Features of this fork (by geekQ)

Support for images and attachments

You can add images to /img folder of your git repository. Subfolders are also supported. At least gif, png and jpg supported - content type is set automatically by Sinatra. You can reference the images then from your wiki pages like ![My picture](/img/2009/my_picture.jpg)

No web interface at this time - use git commit.

Similarly you can use attachments by putting them into the documents folder. Link like [Download my document](/documents/my_doc.doc)

Custom h1 header

If your wiki page contains a markdown h1 header, then this one is used on the page. If not, then h1 is created out of the file name (as in original git-wiki).

Sections

Content separated by headers like h1 is wrapped with divs, so you can style such blocks as you wish. Every header gets a unique id based on the header content.

Style

You can provide a custom stylesheet for your wiki or project in the project.css file.

Wiki in a subfolder

You can use git-wiki for documentation of your software project. Simply put all the content in markdown format into a subfolder, e.g. wiki and provide the folder name as optional parameter.

Example run.ru to place in your wiki subfolder:

#!/usr/bin/env rackup
#\ -p 8719
require 'git-wiki' # adjust path to your git-wiki installation if needed
run GitWiki.new(File.dirname(File.dirname(File.expand_path(__FILE__))), ".markdown", "Home", 'wiki')

You can start the web server now with ./run.ru.

Upstream git repository

Scenario:

  • you use a central git server e.g. gitosis or github.com to manage the code for your project
  • you use a subdirectory e.g. wiki as descibed above to store documentation of your project
  • you can run git-wiki locally on a subdirectory (s. above)
  • but you want to integrate changes in your wiki quickly without the need to merge your local wiki changes manually

Solution: use this git-wiki version! Configure a git remote with the name origin. git-wiki automatically recognizes this and pulls and pushes on every topic change if the upstream server is reachable.
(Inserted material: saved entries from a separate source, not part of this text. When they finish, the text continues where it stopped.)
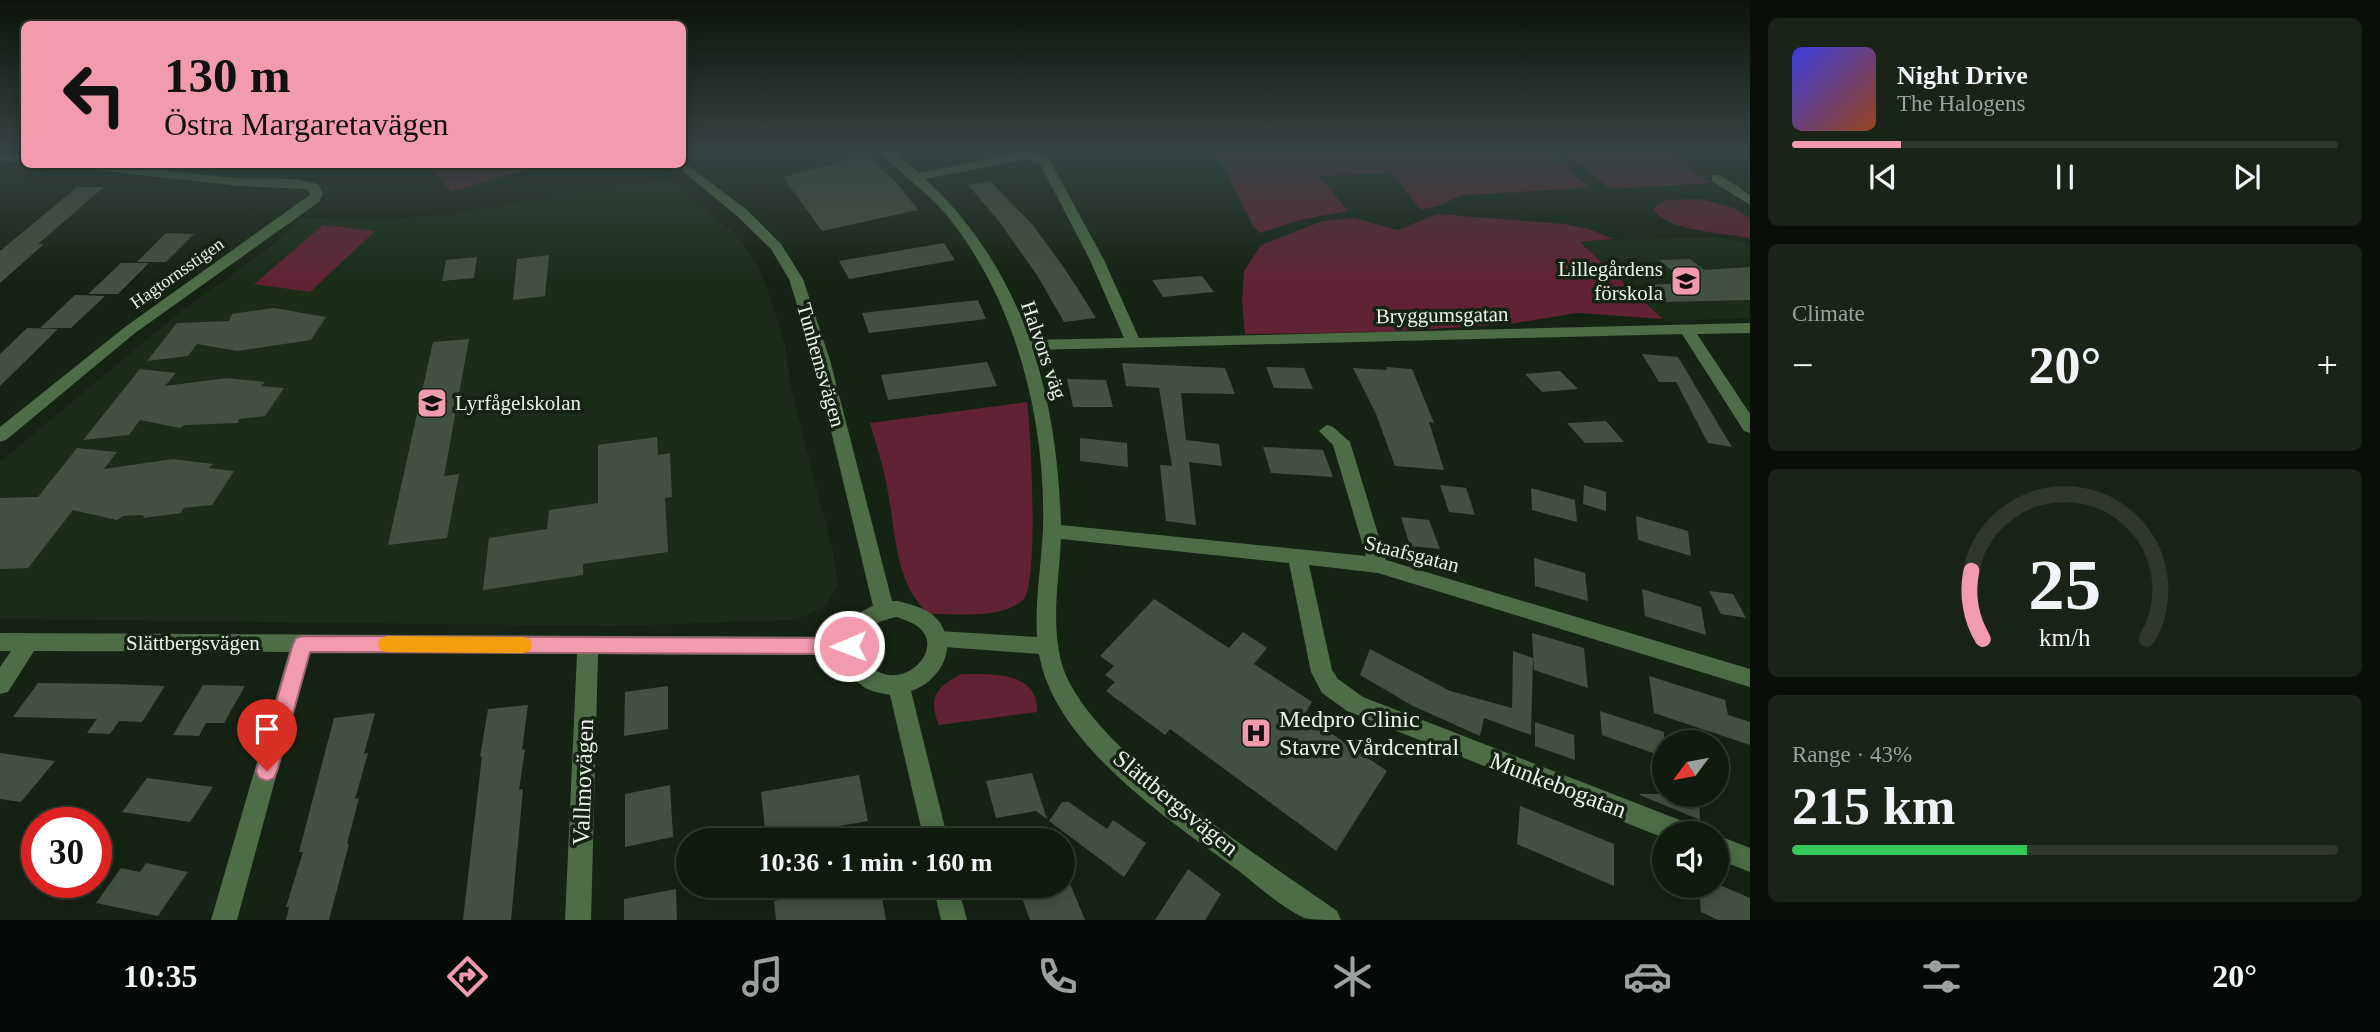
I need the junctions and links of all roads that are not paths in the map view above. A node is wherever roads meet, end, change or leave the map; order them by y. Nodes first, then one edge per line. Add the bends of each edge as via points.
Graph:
1 (317, 194) edge
2 (719, 194) edge
3 (932, 194) edge
4 (1062, 194) edge
5 (1750, 328) edge
6 (1687, 330) junction
7 (1134, 343) junction
8 (1025, 345) junction
9 (1750, 428) edge
10 (1327, 431) dead end
11 (0, 436) edge
12 (1052, 531) junction
13 (1297, 556) junction
14 (1378, 565) junction
15 (884, 610) junction
16 (938, 640) junction
17 (0, 642) edge
18 (28, 642) junction
19 (302, 644) junction
20 (588, 645) junction
21 (849, 646) junction
22 (1048, 646) junction
23 (1750, 678) edge
24 (0, 685) edge
25 (899, 685) junction
26 (1652, 822) edge
27 (933, 828) edge
28 (1729, 852) edge
29 (1750, 860) edge
30 (949, 898) edge
31 (224, 920) edge
32 (578, 920) edge
33 (954, 920) edge
34 (1328, 920) edge

1 - 11 street, Hagtornsstigen via 130,330
2 - 15 street, Tunhemsvägen via 776,247 796,279 822,360
3 - 8 street, Halvors väg via 960,223 990,269
4 - 7 street
5 - 6 street, Bryggumsgatan
6 - 7 street, Bryggumsgatan
6 - 9 street
7 - 8 street, Bryggumsgatan
8 - 12 street, Halvors väg via 1051,464
10 - 14 street via 1341,442
12 - 13 street, Staafsgatan
12 - 22 street, Halvors väg via 1046,595
13 - 14 street, Staafsgatan
13 - 26 street, Munkebogatan via 1322,672 1341,695 1426,734
14 - 23 street, Staafsgatan
15 - 16 street via 898,609 923,619
15 - 21 street via 859,622
16 - 22 street
16 - 25 street via 935,664 920,678
17 - 18 street, Slättbergsvägen
18 - 19 street, Slättbergsvägen
18 - 24 street
19 - 20 street, Slättbergsvägen
19 - 31 street
20 - 21 street, Slättbergsvägen
20 - 32 street, Vallmovägen
21 - 25 street via 851,659 869,679
22 - 34 street, Slättbergsvägen via 1057,681 1074,712 1109,750 1150,787
25 - 27 street
28 - 29 street
30 - 33 street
Note: even if the central gitosis server and the git-wiki are installed on the same computer, you still need two git repositories. IkiWiki (another git based wiki) has similar requirements ikiwiki repos:

You may find yourself wondering why there are so many git repositories for a single wiki. The setup with a remote "bare" repository allows Ikiwiki to avoid a situation where you might "push" content to a non-bare repository, which would cause the "working copy" of the "source directory" repository to get out of sync with the sequence of commits in the git database. In short, never push to a non-bare git repository.

Integrated TODO list(s)

Just write TODO or DONE at the beginning of a line with task you would like to remember.

Inclusion

You can include tasks from other wiki pages. So it is possible to have one separate page per project, e.g. ProjectGitWiki, ProjectWorkflow and to aggregate all coding tasks on one, say ContextCoding page with INCLUDE project:GitWiki, INCLUDE project:Workflow.

You can also reference other contexts with INCLUDE context:AtHome.

Recursion can be turned on with INCLUDE context:AtHome recursive:true. It is off by default.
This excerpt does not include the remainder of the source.